Collected data:
------------------------------
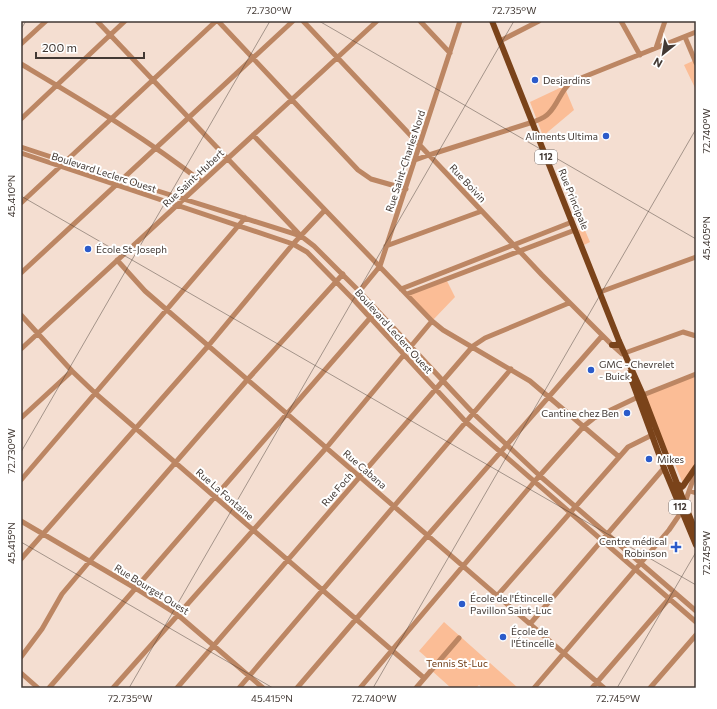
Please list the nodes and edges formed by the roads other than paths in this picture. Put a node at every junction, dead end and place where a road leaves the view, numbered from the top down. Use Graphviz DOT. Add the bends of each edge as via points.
graph roads {
  1 [pos="46,21"];
  2 [pos="97,21"];
  3 [pos="125,21"];
  4 [pos="217,21"];
  5 [pos="293,21"];
  6 [pos="303,21"];
  7 [pos="377,21"];
  8 [pos="420,21"];
  9 [pos="460,21"];
  10 [pos="492,21"];
  11 [pos="539,21"];
  12 [pos="621,21"];
  13 [pos="666,21"];
  14 [pos="696,32"];
  15 [pos="110,35"];
  16 [pos="685,37"];
  17 [pos="500,41"];
  18 [pos="21,44"];
  19 [pos="656,48"];
  20 [pos="450,53"];
  21 [pos="640,55"];
  22 [pos="338,57"];
  23 [pos="253,58"];
  24 [pos="696,63"];
  25 [pos="21,64"];
  26 [pos="153,80"];
  27 [pos="57,86"];
  28 [pos="292,100"];
  29 [pos="21,118"];
  30 [pos="188,118"];
  31 [pos="111,119"];
  32 [pos="533,122"];
  33 [pos="253,135"];
  34 [pos="420,146"];
  35 [pos="21,148"];
  36 [pos="155,149"];
  37 [pos="21,153"];
  38 [pos="429,154"];
  39 [pos="227,159"];
  40 [pos="415,160"];
  41 [pos="65,162"];
  42 [pos="60,167"];
  43 [pos="121,180"];
  44 [pos="202,182"];
  45 [pos="116,185"];
  46 [pos="406,189"];
  47 [pos="184,199"];
  48 [pos="21,203"];
  49 [pos="176,206"];
  50 [pos="325,210"];
  51 [pos="482,211"];
  52 [pos="245,218"];
  53 [pos="285,220"];
  54 [pos="572,222"];
  55 [pos="239,226"];
  56 [pos="280,229"];
  57 [pos="575,230"];
  58 [pos="547,232"];
  59 [pos="300,236"];
  60 [pos="550,239"];
  61 [pos="293,244"];
  62 [pos="514,245"];
  63 [pos="386,246"];
  64 [pos="520,251"];
  65 [pos="485,256"];
  66 [pos="696,257"];
  67 [pos="117,260"];
  68 [pos="488,263"];
  69 [pos="380,266"];
  70 [pos="459,266"];
  71 [pos="21,273"];
  72 [pos="462,273"];
  73 [pos="343,274"];
  74 [pos="438,274"];
  75 [pos="441,281"];
  76 [pos="336,282"];
  77 [pos="401,288"];
  78 [pos="359,291"];
  79 [pos="600,292"];
  80 [pos="407,294"];
  81 [pos="353,299"];
  82 [pos="569,303"];
  83 [pos="167,309"];
  84 [pos="377,310"];
  85 [pos="21,315"];
  86 [pos="370,318"];
  87 [pos="432,321"];
  88 [pos="38,334"];
  89 [pos="602,336"];
  90 [pos="696,336"];
  91 [pos="619,341"];
  92 [pos="209,345"];
  93 [pos="612,345"];
  94 [pos="472,346"];
  95 [pos="411,348"];
  96 [pos="21,349"];
  97 [pos="624,354"];
  98 [pos="405,356"];
  99 [pos="72,370"];
  100 [pos="512,370"];
  101 [pos="696,374"];
  102 [pos="248,379"];
  103 [pos="443,381"];
  104 [pos="435,390"];
  105 [pos="95,393"];
  106 [pos="640,396"];
  107 [pos="549,397"];
  108 [pos="287,413"];
  109 [pos="474,414"];
  110 [pos="21,418"];
  111 [pos="466,422"];
  112 [pos="584,426"];
  113 [pos="136,428"];
  114 [pos="654,434"];
  115 [pos="507,445"];
  116 [pos="327,448"];
  117 [pos="499,452"];
  118 [pos="618,456"];
  119 [pos="176,463"];
  120 [pos="696,467"];
  121 [pos="664,468"];
  122 [pos="696,473"];
  123 [pos="360,476"];
  124 [pos="540,476"];
  125 [pos="21,480"];
  126 [pos="534,482"];
  127 [pos="676,483"];
  128 [pos="690,491"];
  129 [pos="696,493"];
  130 [pos="215,497"];
  131 [pos="394,506"];
  132 [pos="576,507"];
  133 [pos="684,510"];
  134 [pos="570,514"];
  135 [pos="21,521"];
  136 [pos="253,530"];
  137 [pos="696,533"];
  138 [pos="607,534"];
  139 [pos="43,535"];
  140 [pos="428,535"];
  141 [pos="601,541"];
  142 [pos="696,545"];
  143 [pos="21,559"];
  144 [pos="288,560"];
  145 [pos="89,562"];
  146 [pos="640,564"];
  147 [pos="464,567"];
  148 [pos="635,570"];
  149 [pos="135,588"];
  150 [pos="323,590"];
  151 [pos="674,593"];
  152 [pos="497,596"];
  153 [pos="669,599"];
  154 [pos="696,611"];
  155 [pos="178,615"];
  156 [pos="356,620"];
  157 [pos="696,622"];
  158 [pos="530,624"];
  159 [pos="696,635"];
  160 [pos="458,638"];
  161 [pos="214,645"];
  162 [pos="392,650"];
  163 [pos="563,653"];
  164 [pos="21,657"];
  165 [pos="21,673"];
  166 [pos="249,676"];
  167 [pos="424,678"];
  168 [pos="597,682"];
  169 [pos="38,688"];
  170 [pos="49,688"];
  171 [pos="114,688"];
  172 [pos="177,688"];
  173 [pos="239,688"];
  174 [pos="263,688"];
  175 [pos="297,688"];
  176 [pos="360,688"];
  177 [pos="416,688"];
  178 [pos="534,688"];
  179 [pos="592,688"];
  180 [pos="604,688"];
  181 [pos="650,688"];
  1 -- 18 [label="street"];
  2 -- 15 [label="street"];
  3 -- 15 [label="street"];
  4 -- 23 [label="street"];
  4 -- 26 [label="street"];
  5 -- 23 [label="street"];
  6 -- 22 [label="street, Rue Boivin"];
  7 -- 22 [label="street, Rue Saint-Hubert"];
  8 -- 20 [label="street"];
  9 -- 20 [label="street, Rue Saint-Charles Nord"];
  10 -- 17 [label="main road, Rue Principale / 112"];
  11 -- 17 [label="street"];
  12 -- 21 [label="street"];
  13 -- 19 [label="street"];
  14 -- 16 [label="street"];
  15 -- 26 [label="street"];
  15 -- 27 [label="street"];
  16 -- 19 [label="street"];
  16 -- 24 [label="street"];
  17 -- 32 [label="main road, Rue Principale / 112"];
  19 -- 21 [label="street"];
  20 -- 34 [label="street, Rue Saint-Charles Nord"];
  21 -- 32 [label="street" via="571,82 564,88 550,112"];
  22 -- 28 [label="street, Rue Saint-Hubert"];
  22 -- 34 [label="street, Rue Boivin"];
  23 -- 28 [label="street"];
  23 -- 30 [label="street"];
  25 -- 27 [label="street"];
  26 -- 30 [label="street"];
  26 -- 31 [label="street"];
  27 -- 29 [label="street"];
  27 -- 31 [label="street"];
  28 -- 33 [label="street, Rue Saint-Hubert"];
  28 -- 46 [label="street" via="364,175"];
  30 -- 36 [label="street"];
  30 -- 39 [label="street"];
  31 -- 36 [label="street"];
  31 -- 41 [label="street"];
  32 -- 38 [label="street"];
  32 -- 54 [label="main road, Rue Principale / 112"];
  33 -- 39 [label="street, Rue Saint-Hubert"];
  33 -- 50 [label="street"];
  34 -- 38 [label="street, Rue Boivin"];
  34 -- 40 [label="street, Rue Saint-Charles Nord"];
  35 -- 41 [label="street, Boulevard Leclerc Ouest"];
  36 -- 43 [label="street"];
  36 -- 44 [label="street"];
  37 -- 42 [label="street, Boulevard Leclerc Ouest"];
  38 -- 40 [label="street"];
  38 -- 51 [label="street, Rue Boivin"];
  39 -- 44 [label="street, Rue Saint-Hubert"];
  39 -- 53 [label="street"];
  40 -- 46 [label="street, Rue Saint-Charles Nord"];
  41 -- 42 [label="street"];
  41 -- 43 [label="street, Boulevard Leclerc Ouest"];
  42 -- 45 [label="street, Boulevard Leclerc Ouest"];
  42 -- 48 [label="street"];
  43 -- 45 [label="street"];
  43 -- 47 [label="street, Boulevard Leclerc Ouest"];
  44 -- 47 [label="street, Rue Saint-Hubert"];
  45 -- 49 [label="street, Boulevard Leclerc Ouest"];
  45 -- 71 [label="street"];
  46 -- 63 [label="street, Rue Saint-Charles Nord"];
  47 -- 49 [label="street, Rue Saint-Hubert"];
  47 -- 52 [label="street, Boulevard Leclerc Ouest"];
  49 -- 55 [label="street, Boulevard Leclerc Ouest"];
  49 -- 67 [label="street, Rue Saint-Hubert"];
  50 -- 59 [label="street"];
  50 -- 69 [label="street"];
  51 -- 62 [label="street, Rue Boivin"];
  51 -- 63 [label="street"];
  52 -- 55 [label="street"];
  52 -- 56 [label="street, Boulevard Leclerc Ouest"];
  53 -- 56 [label="street" via="285,227"];
  53 -- 59 [label="street"];
  54 -- 57 [label="main road, Rue Principale / 112"];
  54 -- 58 [label="street"];
  55 -- 61 [label="street, Boulevard Leclerc Ouest"];
  55 -- 83 [label="street"];
  56 -- 59 [label="street, Boulevard Leclerc Ouest"];
  57 -- 60 [label="street"];
  57 -- 79 [label="main road, Rue Principale / 112"];
  58 -- 60 [label="street"];
  58 -- 62 [label="street"];
  59 -- 61 [label="street"];
  59 -- 73 [label="street, Boulevard Leclerc Ouest"];
  60 -- 64 [label="street"];
  61 -- 76 [label="street, Boulevard Leclerc Ouest" via="306,252"];
  61 -- 92 [label="street"];
  62 -- 64 [label="street, Rue Boivin"];
  62 -- 65 [label="street"];
  63 -- 69 [label="street, Rue Saint-Charles Nord"];
  64 -- 68 [label="street"];
  64 -- 82 [label="street, Rue Boivin"];
  65 -- 68 [label="street"];
  65 -- 70 [label="street"];
  66 -- 79 [label="street"];
  67 -- 83 [label="street, Rue Cabana"];
  67 -- 88 [label="street, Rue Saint-Hubert"];
  68 -- 72 [label="street"];
  69 -- 77 [label="street"];
  69 -- 78 [label="street, Rue Saint-Charles Nord"];
  70 -- 72 [label="street"];
  70 -- 74 [label="street"];
  72 -- 75 [label="street"];
  73 -- 76 [label="street"];
  73 -- 78 [label="street, Boulevard Leclerc Ouest"];
  74 -- 75 [label="street"];
  74 -- 77 [label="street"];
  75 -- 80 [label="street"];
  76 -- 81 [label="street, Boulevard Leclerc Ouest"];
  76 -- 102 [label="street"];
  77 -- 80 [label="street"];
  78 -- 81 [label="street, Rue Saint-Charles Nord"];
  78 -- 84 [label="street, Boulevard Leclerc Ouest"];
  79 -- 91 [label="main road, Rue Principale / 112"];
  80 -- 87 [label="street"];
  81 -- 86 [label="street, Boulevard Leclerc Ouest"];
  82 -- 89 [label="street, Rue Boivin"];
  82 -- 94 [label="street, Rue Foch" via="485,338"];
  83 -- 92 [label="street, Rue Cabana"];
  83 -- 105 [label="street"];
  84 -- 86 [label="street"];
  84 -- 95 [label="street, Boulevard Leclerc Ouest"];
  85 -- 88 [label="street, Rue La Fontaine"];
  86 -- 98 [label="street, Boulevard Leclerc Ouest"];
  86 -- 108 [label="street"];
  87 -- 94 [label="street"];
  87 -- 95 [label="street"];
  88 -- 96 [label="street, Rue Saint-Hubert"];
  88 -- 99 [label="street, Rue La Fontaine"];
  89 -- 93 [label="street, Rue Boivin"];
  89 -- 107 [label="street"];
  90 -- 97 [label="street" via="683,332"];
  91 -- 93 [label="main road" via="618,345"];
  91 -- 97 [label="main road, Rue Principale / 112"];
  92 -- 102 [label="street, Rue Cabana"];
  92 -- 113 [label="street"];
  93 -- 97 [label="street, Rue Boivin"];
  94 -- 100 [label="street"];
  94 -- 103 [label="street, Rue Foch"];
  95 -- 98 [label="street"];
  95 -- 103 [label="street, Boulevard Leclerc Ouest"];
  97 -- 106 [label="main road, Rue Principale / 112"];
  98 -- 104 [label="street, Boulevard Leclerc Ouest"];
  98 -- 116 [label="street"];
  99 -- 105 [label="street, Rue La Fontaine"];
  99 -- 110 [label="street"];
  100 -- 107 [label="street"];
  100 -- 109 [label="street"];
  101 -- 106 [label="street"];
  102 -- 108 [label="street, Rue Cabana"];
  102 -- 119 [label="street"];
  103 -- 104 [label="street, Rue Foch"];
  103 -- 109 [label="street, Boulevard Leclerc Ouest"];
  104 -- 111 [label="street, Boulevard Leclerc Ouest"];
  104 -- 123 [label="street, Rue Foch"];
  105 -- 113 [label="street, Rue La Fontaine"];
  105 -- 125 [label="street"];
  106 -- 112 [label="street" via="594,418"];
  106 -- 114 [label="main road, Rue Principale / 112"];
  107 -- 112 [label="street"];
  107 -- 115 [label="street"];
  108 -- 116 [label="street, Rue Cabana"];
  108 -- 130 [label="street"];
  109 -- 111 [label="street"];
  109 -- 115 [label="street, Boulevard Leclerc Ouest"];
  111 -- 117 [label="street, Boulevard Leclerc Ouest"];
  111 -- 131 [label="street"];
  112 -- 118 [label="street"];
  112 -- 124 [label="street"];
  113 -- 119 [label="street, Rue La Fontaine"];
  113 -- 139 [label="street"];
  114 -- 118 [label="street" via="628,447"];
  114 -- 121 [label="main road, Rue Principale / 112"];
  114 -- 127 [label="main road, Rue Principale / 112"];
  115 -- 117 [label="street"];
  115 -- 124 [label="street, Boulevard Leclerc Ouest"];
  116 -- 123 [label="street, Rue Cabana"];
  116 -- 136 [label="street"];
  117 -- 126 [label="street, Boulevard Leclerc Ouest"];
  117 -- 140 [label="street"];
  118 -- 132 [label="street"];
  119 -- 130 [label="street, Rue La Fontaine"];
  119 -- 145 [label="street"];
  120 -- 127 [label="main road" via="682,487"];
  121 -- 133 [label="main road, Rue Principale / 112"];
  121 -- 138 [label="street"];
  122 -- 128 [label="street"];
  122 -- 133 [label="street"];
  123 -- 131 [label="street, Rue Cabana"];
  123 -- 144 [label="street, Rue Foch"];
  124 -- 126 [label="street"];
  124 -- 132 [label="street, Boulevard Leclerc Ouest"];
  126 -- 134 [label="street, Boulevard Leclerc Ouest"];
  126 -- 147 [label="street"];
  127 -- 133 [label="main road, Rue Principale / 112"];
  128 -- 129 [label="street"];
  128 -- 133 [label="street"];
  130 -- 136 [label="street, Rue La Fontaine"];
  130 -- 149 [label="street"];
  131 -- 140 [label="street, Rue Cabana"];
  131 -- 150 [label="street"];
  132 -- 134 [label="street"];
  132 -- 138 [label="street, Boulevard Leclerc Ouest"];
  133 -- 137 [label="main road, Rue Principale / 112"];
  133 -- 142 [label="main road, Rue Principale / 112"];
  133 -- 146 [label="street"];
  134 -- 141 [label="street, Boulevard Leclerc Ouest"];
  134 -- 152 [label="street"];
  135 -- 139 [label="street, Rue Bourget Ouest"];
  136 -- 144 [label="street, Rue La Fontaine"];
  136 -- 155 [label="street"];
  138 -- 141 [label="street"];
  138 -- 146 [label="street, Boulevard Leclerc Ouest"];
  139 -- 143 [label="street"];
  139 -- 145 [label="street, Rue Bourget Ouest"];
  140 -- 147 [label="street, Rue Cabana"];
  140 -- 156 [label="street"];
  141 -- 148 [label="street, Boulevard Leclerc Ouest"];
  141 -- 158 [label="street"];
  144 -- 150 [label="street, Rue La Fontaine"];
  144 -- 161 [label="street, Rue Foch"];
  145 -- 149 [label="street, Rue Bourget Ouest"];
  145 -- 164 [label="street" via="62,594 42,629"];
  146 -- 148 [label="street"];
  146 -- 151 [label="street, Boulevard Leclerc Ouest"];
  147 -- 152 [label="street, Rue Cabana"];
  147 -- 162 [label="street"];
  148 -- 153 [label="street, Boulevard Leclerc Ouest"];
  148 -- 163 [label="street"];
  149 -- 155 [label="street, Rue Bourget Ouest"];
  149 -- 170 [label="street"];
  150 -- 156 [label="street, Rue La Fontaine"];
  150 -- 166 [label="street"];
  151 -- 153 [label="street"];
  151 -- 154 [label="street, Boulevard Leclerc Ouest"];
  152 -- 158 [label="street, Rue Cabana"];
  153 -- 157 [label="street, Boulevard Leclerc Ouest"];
  153 -- 168 [label="street"];
  155 -- 161 [label="street, Rue Bourget Ouest"];
  155 -- 171 [label="street"];
  156 -- 162 [label="street, Rue La Fontaine"];
  156 -- 175 [label="street"];
  158 -- 163 [label="street, Rue Cabana"];
  159 -- 181 [label="street"];
  160 -- 167 [label="street"];
  161 -- 166 [label="street, Rue Bourget Ouest"];
  161 -- 172 [label="street, Rue Foch"];
  162 -- 167 [label="street, Rue La Fontaine"];
  162 -- 176 [label="street"];
  163 -- 168 [label="street, Rue Cabana"];
  163 -- 178 [label="street"];
  165 -- 169 [label="street"];
  166 -- 173 [label="street"];
  166 -- 174 [label="street, Rue Bourget Ouest"];
  167 -- 177 [label="street"];
  168 -- 179 [label="street"];
  168 -- 180 [label="street, Rue Cabana"];
}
------------------------------
ACTION ITEM :: Where does "Charles" occur in the data? Copy each line that has it.

ANSWER AREA ::
  9 -- 20 [label="street, Rue Saint-Charles Nord"];
  20 -- 34 [label="street, Rue Saint-Charles Nord"];
  34 -- 40 [label="street, Rue Saint-Charles Nord"];
  40 -- 46 [label="street, Rue Saint-Charles Nord"];
  46 -- 63 [label="street, Rue Saint-Charles Nord"];
  63 -- 69 [label="street, Rue Saint-Charles Nord"];
  69 -- 78 [label="street, Rue Saint-Charles Nord"];
  78 -- 81 [label="street, Rue Saint-Charles Nord"];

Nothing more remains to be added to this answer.